AQABA, Jordan (Maj Tiffany Collins)– U.S. Air Force Special Tactics teams train with Jordanian special operations forces in personnel recovery techniques during Eager Lion 2016. This is one of the first times Special Tactics provided command and control of an exercise joint-task force, directing U.S. Army and Jordanian SOF teams in Air Force ground missions such as personnel recovery and precision strike. Exercise Eager Lion 2016 consisted of simulated real-world scenarios to facilitate a coordinated partnered military response to conventional and unconventional threats. The addition of this SOF asset enhances U.S. and Jordanian effectiveness and capability to respond to real-world crises and threats.

However, this year’s bi-lateral exercise showcased the lesser-known SOF ground component in a big way, providing valuable insight into Air Force Special Tactic’s unique air/ground capabilities and background.

While Special Tactics Airmen have built partnership capacity at Eager Lion in the past, this is one of the first times Special Tactics provided command and control of an exercise joint-task force. With an O-5 jointly led with a Jordanian commander, Special Tactics directed U.S. Army and Jordanian SOF teams in Air Force ground missions such as personnel recovery and precision strike.

“Special Tactics teams are training side-by-side with our U.S. and Jordanian SOF counterparts to execute personnel recovery, precision strike and global access missions.
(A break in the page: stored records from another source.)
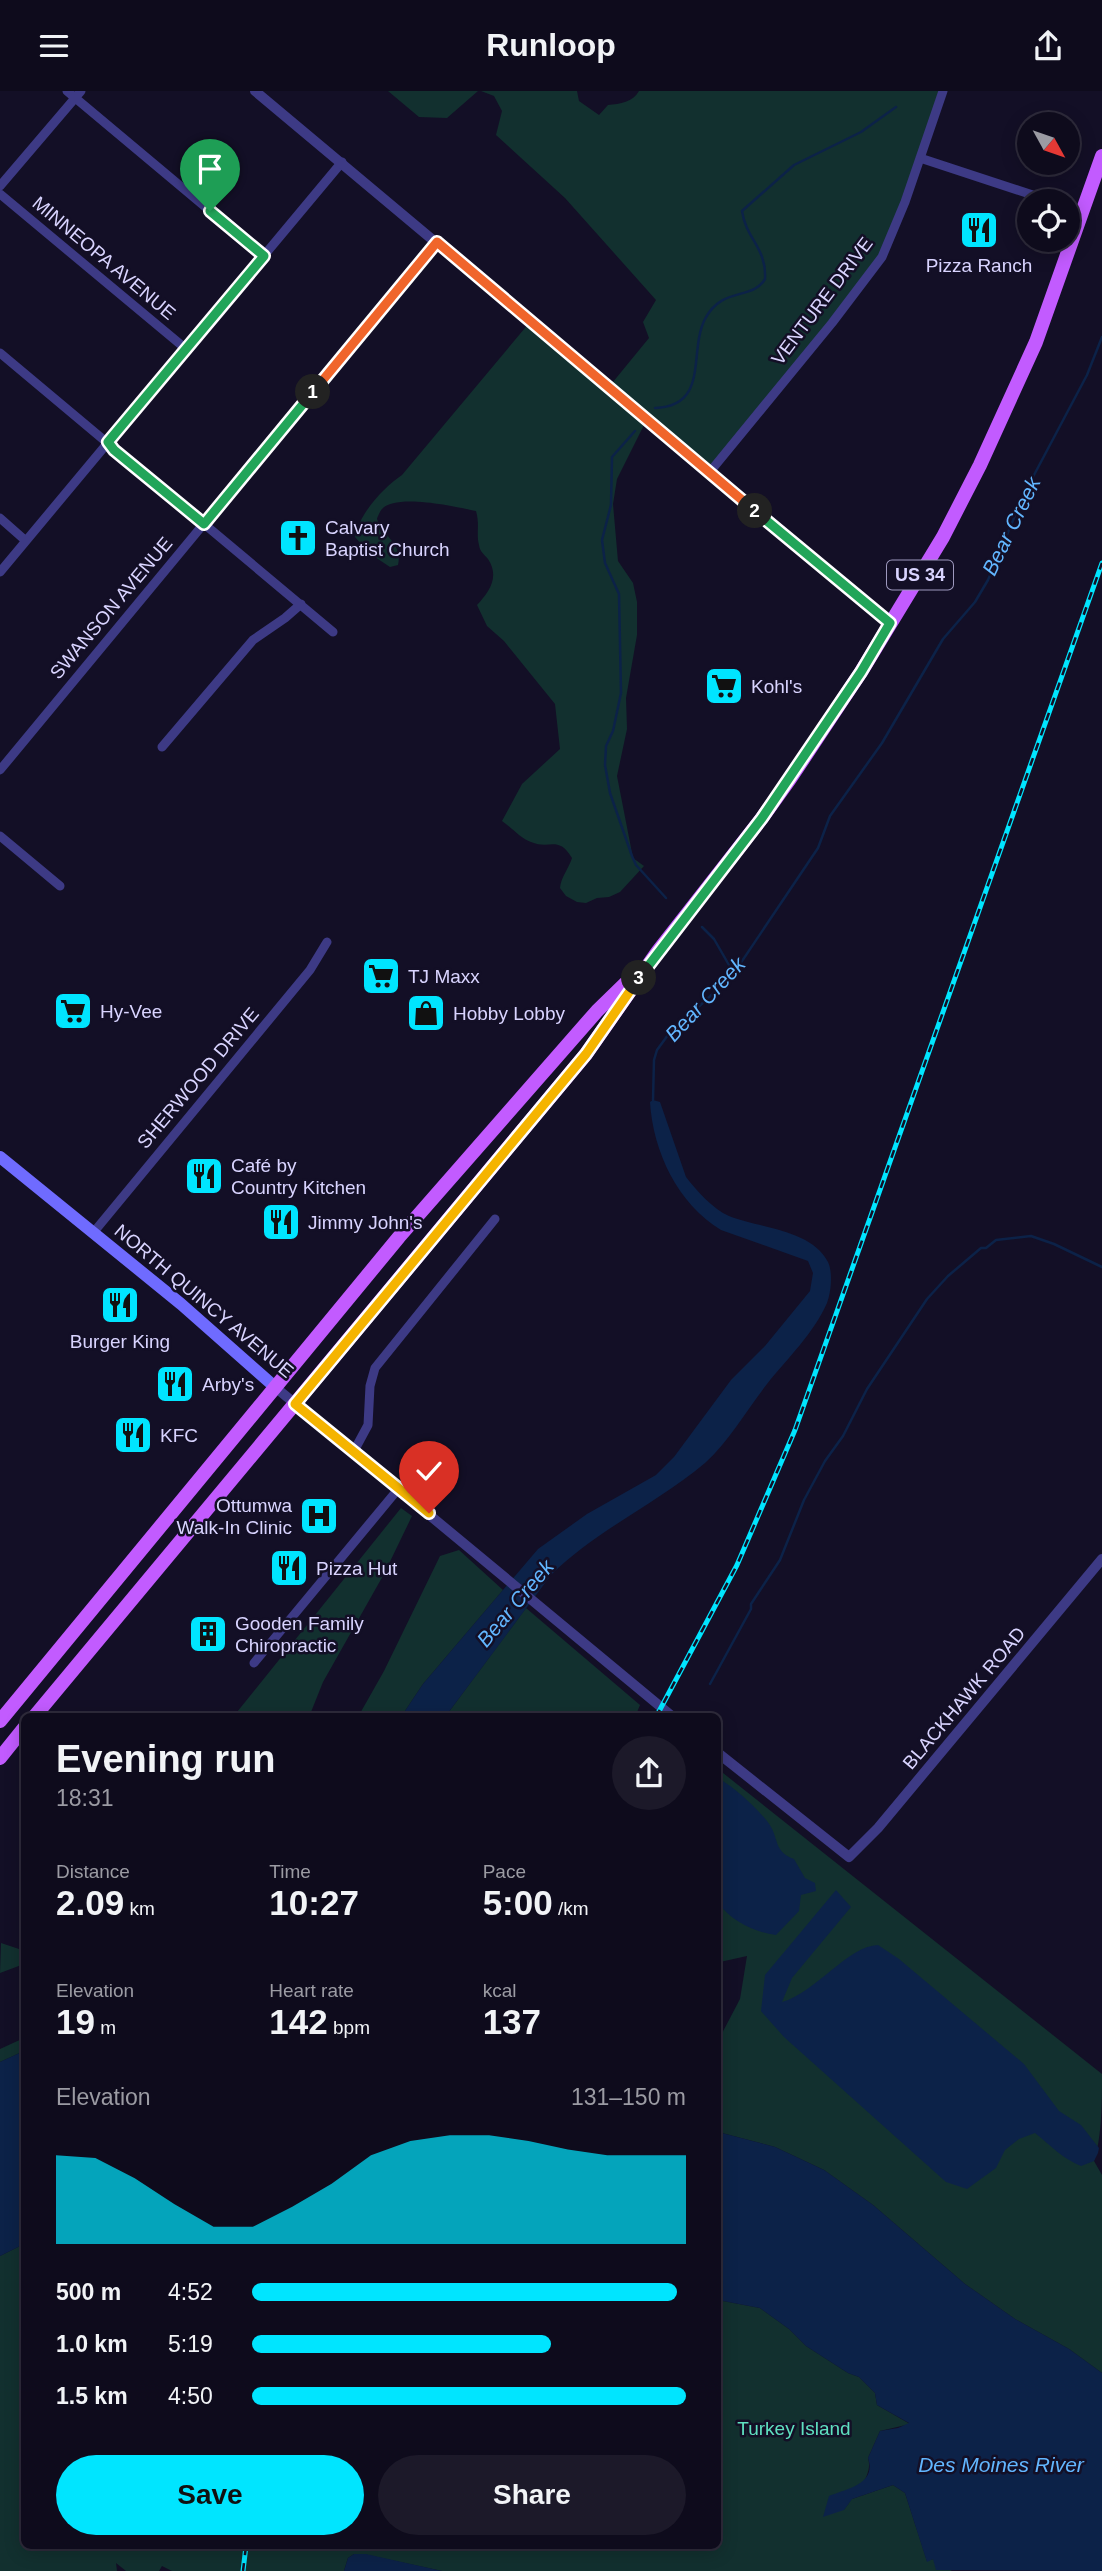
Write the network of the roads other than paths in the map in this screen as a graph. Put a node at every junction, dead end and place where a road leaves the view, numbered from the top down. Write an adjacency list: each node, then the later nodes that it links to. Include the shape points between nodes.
1 (67, 91): 4 (street)
2 (255, 91): 7 (street)
3 (943, 91): 6 (street, VENTURE DRIVE)
4 (78, 94): 8 (street); 13 (street)
5 (1102, 156): 11 (main road, US 34)
6 (920, 158): 9 (street); 17 (street, VENTURE DRIVE, via 882,257)
7 (342, 162): 12 (street); 13 (street)
8 (0, 186)
9 (1017, 190)
10 (0, 194): 14 (street, MINNEOPA AVENUE)
11 (1082, 212): 23 (main road, US 34, via 1036,342 980,465)
12 (437, 242): 17 (street); 19 (street, SWANSON AVENUE)
13 (264, 256): 14 (street)
14 (186, 349): 16 (street)
15 (0, 353): 16 (street)
16 (108, 442): 19 (street); 20 (street)
17 (709, 473): 23 (street)
18 (0, 519): 20 (street)
19 (204, 524): 22 (street); 26 (street, SWANSON AVENUE)
20 (26, 541): 21 (street)
21 (0, 572)
22 (301, 604): 24 (street); 25 (street, via 253,640)
23 (890, 623): 30 (main road, US 34, via 762,818)
24 (333, 632)
25 (162, 747)
26 (0, 769)
27 (0, 836): 28 (street)
28 (60, 886)
29 (327, 942): 33 (street, SHERWOOD DRIVE, via 310,970)
30 (658, 951): 34 (main road, US 34, via 569,1042); 35 (main road, US 34, via 586,1054)
31 (0, 1157): 33 (main road, NORTH QUINCY AVENUE)
32 (495, 1219): 36 (street, via 375,1368 368,1426)
33 (93, 1233): 34 (main road, NORTH QUINCY AVENUE)
34 (275, 1387): 35 (street, NORTH QUINCY AVENUE); 42 (main road, US 34)
35 (295, 1404): 36 (street, NORTH QUINCY AVENUE); 40 (main road, US 34)
36 (354, 1451): 37 (street, NORTH QUINCY AVENUE)
37 (399, 1488): 39 (street); 41 (street, NORTH QUINCY AVENUE)
38 (1102, 1559): 44 (street, BLACKHAWK ROAD, via 849,1857)
39 (254, 1663)
40 (37, 1713)
41 (668, 1713)
42 (0, 1721)
43 (21, 1732): 45 (main road)
44 (721, 1755)
45 (0, 1758)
These exercises fuse air power to ground special operations in joint, combined, and unilateral teams,” said Lt. Col. Mike Jensen, the commander of the 26th Special Tactics who led the joint command with the Jordanian commander of the 101st Special Forces Battalion.

Since 9/11, Air Force Special Tactics has been involved in every major operation, using air power to solve ground problems.

Originally called Brand X upon creation in the early1970s, this small group of highly-skilled Airmen have been developed throughout the years to provide the U.S. military with tactical air-to-ground integration. The force, consisting of less than 1,200 operators, is a vital asset to U.S. Special Operations Command and the global SOF community. In addition to moving, shooting and communicating like other SOF partners, Special Tactics teams can control airspace and survey airfields, direct air and ground strikes and provide tactical rescue and surgery in hostile or remote territories.

“Air Force Special Tactics forces are uniquely qualified to command and control these air-centric special operations missions,” said Jensen. “This exercise provided an exceptional opportunity to apply joint airpower to ground missions and forge relationships with our Jordanian partners as they combat common asymmetric threats.”

Exercise Eager Lion 2016 consisted of simulated real-world scenarios to facilitate a coordinated partnered military response to conventional and unconventional threats. The addition of this SOF asset enhances U.S. and Jordanian effectiveness and capability to respond to real-world crises and threats.